What you need to do: Only one span of the listing below should come back. It runs from the line with "ring dip: (778, 449)" through the line with "ring dip: (282, 246)", and each of its lines must be reproduced exactly.

Exercise inputs:
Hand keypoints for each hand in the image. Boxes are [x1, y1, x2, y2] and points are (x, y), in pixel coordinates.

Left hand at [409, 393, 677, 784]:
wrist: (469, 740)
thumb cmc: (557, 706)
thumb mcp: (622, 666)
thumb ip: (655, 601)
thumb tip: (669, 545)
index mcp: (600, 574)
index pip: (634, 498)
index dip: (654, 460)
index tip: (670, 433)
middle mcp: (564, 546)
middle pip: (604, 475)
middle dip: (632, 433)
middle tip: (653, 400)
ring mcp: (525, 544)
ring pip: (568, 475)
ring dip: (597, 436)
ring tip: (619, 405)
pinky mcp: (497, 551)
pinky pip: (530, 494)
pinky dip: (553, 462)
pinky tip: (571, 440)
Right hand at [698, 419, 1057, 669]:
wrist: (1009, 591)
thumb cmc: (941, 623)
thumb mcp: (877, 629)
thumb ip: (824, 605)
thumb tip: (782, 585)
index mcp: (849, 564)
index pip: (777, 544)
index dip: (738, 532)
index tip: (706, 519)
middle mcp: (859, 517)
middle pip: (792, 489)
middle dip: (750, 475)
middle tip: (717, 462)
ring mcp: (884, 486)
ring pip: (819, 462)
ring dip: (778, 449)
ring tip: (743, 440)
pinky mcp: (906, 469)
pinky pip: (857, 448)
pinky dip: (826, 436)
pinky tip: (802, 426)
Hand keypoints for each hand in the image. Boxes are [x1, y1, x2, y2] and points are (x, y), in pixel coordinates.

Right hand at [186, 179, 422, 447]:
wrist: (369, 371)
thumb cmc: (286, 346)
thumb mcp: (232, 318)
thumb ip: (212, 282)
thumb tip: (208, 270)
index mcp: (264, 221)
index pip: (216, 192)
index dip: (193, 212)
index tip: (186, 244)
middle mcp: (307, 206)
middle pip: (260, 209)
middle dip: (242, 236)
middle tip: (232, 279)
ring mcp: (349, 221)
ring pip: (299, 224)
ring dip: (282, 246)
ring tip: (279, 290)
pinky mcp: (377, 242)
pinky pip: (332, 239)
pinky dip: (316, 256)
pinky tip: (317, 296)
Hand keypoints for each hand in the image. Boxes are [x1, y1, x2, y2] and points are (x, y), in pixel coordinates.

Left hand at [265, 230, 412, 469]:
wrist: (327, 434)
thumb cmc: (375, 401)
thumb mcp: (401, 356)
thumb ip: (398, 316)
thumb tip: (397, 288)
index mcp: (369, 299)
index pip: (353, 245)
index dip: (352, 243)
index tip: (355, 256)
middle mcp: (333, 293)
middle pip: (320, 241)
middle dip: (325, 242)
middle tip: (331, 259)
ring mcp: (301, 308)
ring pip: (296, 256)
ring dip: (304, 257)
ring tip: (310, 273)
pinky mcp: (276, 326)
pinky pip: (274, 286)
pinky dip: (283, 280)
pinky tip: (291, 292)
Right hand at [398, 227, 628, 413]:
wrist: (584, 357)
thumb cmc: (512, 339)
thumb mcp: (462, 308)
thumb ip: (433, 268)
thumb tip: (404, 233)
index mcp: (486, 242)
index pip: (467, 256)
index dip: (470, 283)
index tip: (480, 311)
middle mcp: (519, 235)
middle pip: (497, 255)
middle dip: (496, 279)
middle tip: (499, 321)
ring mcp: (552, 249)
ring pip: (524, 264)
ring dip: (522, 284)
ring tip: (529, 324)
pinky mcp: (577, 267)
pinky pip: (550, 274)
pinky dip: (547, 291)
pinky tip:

Exercise solution:
ring dip: (778, 449)
ring tip: (743, 440)
pinky mcp: (906, 469)
pinky pip: (857, 448)
pinky dip: (826, 436)
pinky tip: (802, 426)
Hand keypoints for each hand in the image. Boxes are [x1, y1, x2, y2] and points are (x, y), in pixel coordinates.

Right hand at [186, 179, 422, 447]:
wrist: (369, 371)
thumb cmc: (286, 346)
thumb mcp: (232, 318)
thumb ip: (212, 282)
thumb tip: (208, 270)
index mcp: (264, 221)
index pip: (216, 192)
index dip: (193, 212)
index tip: (186, 244)
middle mcp: (307, 206)
middle pip: (260, 209)
middle dip: (242, 236)
middle tip: (232, 279)
ring mcp: (349, 221)
ring pip: (299, 224)
ring dip: (282, 246)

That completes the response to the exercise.